The recommendation from the regulator came out of a review it conducted of the due diligence done by companies on whether they have properly prepared their prospectus ahead of listing. While it is not a legal requirement to conduct IPO due diligence, it has emerged as standard practice to protect against liability and ensure that investors can make informed decisions. 

Directors weren't involved as much in the oversight process as we would have expected  – ASIC Commissioner John Price 

In the course of the review, which involved ASIC examining the due diligence processes of 12 companies that listed between November 2014 and January this year, the regulator came across several instances where directors had only a superficial involvement in the due diligence process.

"Directors weren't involved as much in the oversight process as we would have expected," ASIC Commissioner John Price told The Boardroom Report. "Their expertise and experience wasn't being utilised as much as it should have been."

The lack of engagement from directors was particularly a problem among small to mid-sized issuers, according to the ASIC report. Additionally for Chinese-based issuers listing in Australia, there was often no evidence that the prospectus had been translated into Chinese for non-English speaking directors, the report states.

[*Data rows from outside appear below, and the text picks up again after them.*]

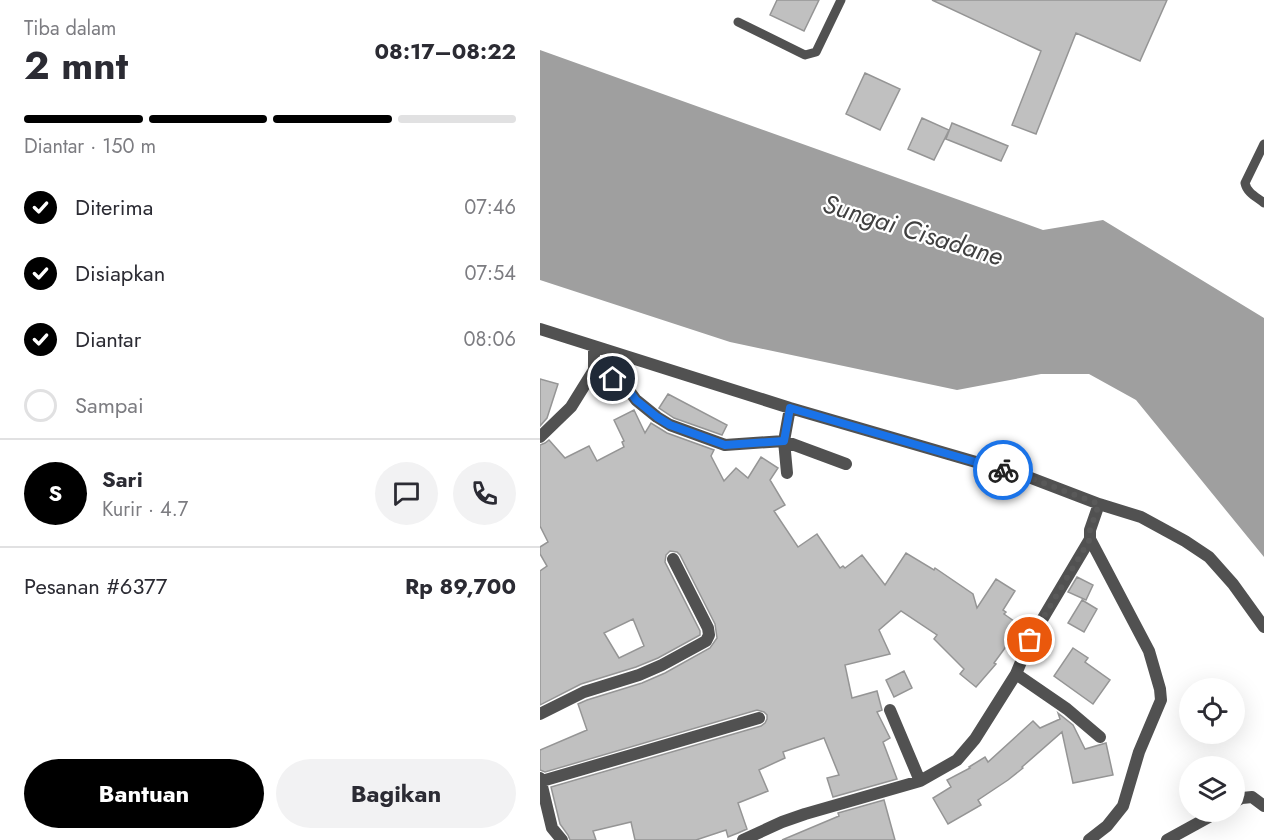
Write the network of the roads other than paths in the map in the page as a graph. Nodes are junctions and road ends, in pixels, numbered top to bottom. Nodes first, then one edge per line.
1 (840, 0) edge
2 (738, 22) dead end
3 (1264, 144) edge
4 (1264, 203) edge
5 (540, 328) edge
6 (594, 346) junction
7 (594, 370) junction
8 (790, 408) junction
9 (540, 437) edge
10 (784, 441) junction
11 (846, 464) dead end
12 (787, 473) dead end
13 (1099, 504) junction
14 (1090, 539) junction
15 (674, 560) dead end
16 (1264, 627) edge
17 (1016, 674) junction
18 (890, 710) dead end
19 (540, 714) edge
20 (759, 717) dead end
21 (1100, 737) dead end
22 (541, 779) edge
23 (920, 781) junction
24 (1245, 798) edge
25 (1264, 806) edge
26 (1200, 822) edge
27 (562, 840) edge
28 (742, 840) edge
29 (1089, 840) edge
30 (1167, 840) edge

1 - 2 lane
3 - 4 lane
5 - 6 street
6 - 7 street
6 - 8 street
7 - 9 street
7 - 10 street
8 - 10 street
8 - 13 street
10 - 11 street
10 - 12 street
13 - 14 street
13 - 16 street
14 - 17 street
14 - 29 street
15 - 19 street
17 - 21 street
17 - 23 street
18 - 23 street
20 - 22 street
22 - 27 street
23 - 28 street
24 - 25 street
26 - 30 street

At a minimum, ASIC expects directors to participate in the preparation of the prospectus at some stage, while in the best due diligence processes, the regulator notes that directors had:

  • critically reviewed the issuer’s internal reporting systems, continuous disclosure policies and procedures, and corporate governance policies;
  • engaged appropriate expert advisers;
  • had a robust dialogue with management and the expert advisers involved in the due diligence;
  • made sure there is an effective system of inquiry and adequate supervision at all stages of the due diligence process and during the preparation of the prospectus, so that it is properly carried out;
  • participated in the verification process;
  • applied an independent mind to the IPO due diligence process;
  • and applied their own skills, knowledge and experience in questioning and assessing the completeness, accuracy and reliability of all statements (including all forward-looking statements) in the prospectus.

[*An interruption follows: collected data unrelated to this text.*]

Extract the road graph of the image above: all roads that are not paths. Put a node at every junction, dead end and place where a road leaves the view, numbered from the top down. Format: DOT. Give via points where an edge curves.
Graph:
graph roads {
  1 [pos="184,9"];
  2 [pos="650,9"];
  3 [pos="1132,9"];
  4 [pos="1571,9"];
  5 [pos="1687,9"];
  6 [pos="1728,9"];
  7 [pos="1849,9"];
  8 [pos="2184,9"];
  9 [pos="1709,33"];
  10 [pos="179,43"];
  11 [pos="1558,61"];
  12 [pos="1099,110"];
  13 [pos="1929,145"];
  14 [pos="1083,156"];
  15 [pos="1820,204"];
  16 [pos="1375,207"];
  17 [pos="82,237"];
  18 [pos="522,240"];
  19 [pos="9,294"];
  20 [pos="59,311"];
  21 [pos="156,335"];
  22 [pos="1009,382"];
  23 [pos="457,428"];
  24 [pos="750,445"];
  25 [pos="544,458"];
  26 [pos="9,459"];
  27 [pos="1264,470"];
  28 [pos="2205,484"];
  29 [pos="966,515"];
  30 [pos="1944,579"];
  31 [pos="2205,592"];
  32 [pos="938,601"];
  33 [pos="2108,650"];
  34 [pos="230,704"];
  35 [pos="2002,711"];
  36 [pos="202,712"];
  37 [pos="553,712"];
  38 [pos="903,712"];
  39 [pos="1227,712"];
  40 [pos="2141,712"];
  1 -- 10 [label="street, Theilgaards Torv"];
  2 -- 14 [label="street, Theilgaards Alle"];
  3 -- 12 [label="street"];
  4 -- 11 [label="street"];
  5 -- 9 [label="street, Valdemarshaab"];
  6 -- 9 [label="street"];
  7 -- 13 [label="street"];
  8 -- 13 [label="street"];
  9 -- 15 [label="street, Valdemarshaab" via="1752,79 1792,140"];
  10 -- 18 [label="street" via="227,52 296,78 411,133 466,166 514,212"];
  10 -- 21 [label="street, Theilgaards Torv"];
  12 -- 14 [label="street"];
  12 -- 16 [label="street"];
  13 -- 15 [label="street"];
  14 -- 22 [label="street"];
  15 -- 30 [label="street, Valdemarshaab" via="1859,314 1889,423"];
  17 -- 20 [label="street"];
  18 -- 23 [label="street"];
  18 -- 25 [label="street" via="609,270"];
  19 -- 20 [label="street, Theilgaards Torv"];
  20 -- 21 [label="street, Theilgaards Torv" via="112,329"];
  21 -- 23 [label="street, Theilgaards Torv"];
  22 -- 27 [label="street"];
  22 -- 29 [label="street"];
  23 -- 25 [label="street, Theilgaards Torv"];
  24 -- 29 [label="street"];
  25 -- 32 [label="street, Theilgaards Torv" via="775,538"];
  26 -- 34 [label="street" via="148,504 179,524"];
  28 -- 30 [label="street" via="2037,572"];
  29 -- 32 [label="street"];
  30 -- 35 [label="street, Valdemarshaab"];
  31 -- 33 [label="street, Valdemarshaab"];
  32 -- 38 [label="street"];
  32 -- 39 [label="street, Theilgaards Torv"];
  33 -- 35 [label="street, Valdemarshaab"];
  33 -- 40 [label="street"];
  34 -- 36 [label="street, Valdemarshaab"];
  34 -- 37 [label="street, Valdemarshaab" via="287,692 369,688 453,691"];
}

In addition to directors not being sufficiently involved in the process, ASIC found that many of the companies took a 'box ticking' approach to due diligence that favoured 'form over substance'. Such an approach led to "a low level of care and effort in the verifications of the statements made in the prospectus," with advisers and directors being called out for failing to follow up on missing records as well as information that was contradictory with the claims of management.

A cheap due diligence process can actually be a false economy in that if you don't do it right there's potentially reputational damage for the company, potential additional cost when you try to resolve regulatory problems and you can really blow your timetable out of the water  – John Price

ASIC advises that scrimping on advisers for an IPO due diligence can be more expensive down the track.

"You get what you pay for at the end of the day. And sometimes a cheap due diligence process can actually be a false economy in that if you don't do it right there's potentially reputational damage for the company, potential additional cost when you try to resolve regulatory problems and you can really blow your timetable out of the water," Price said.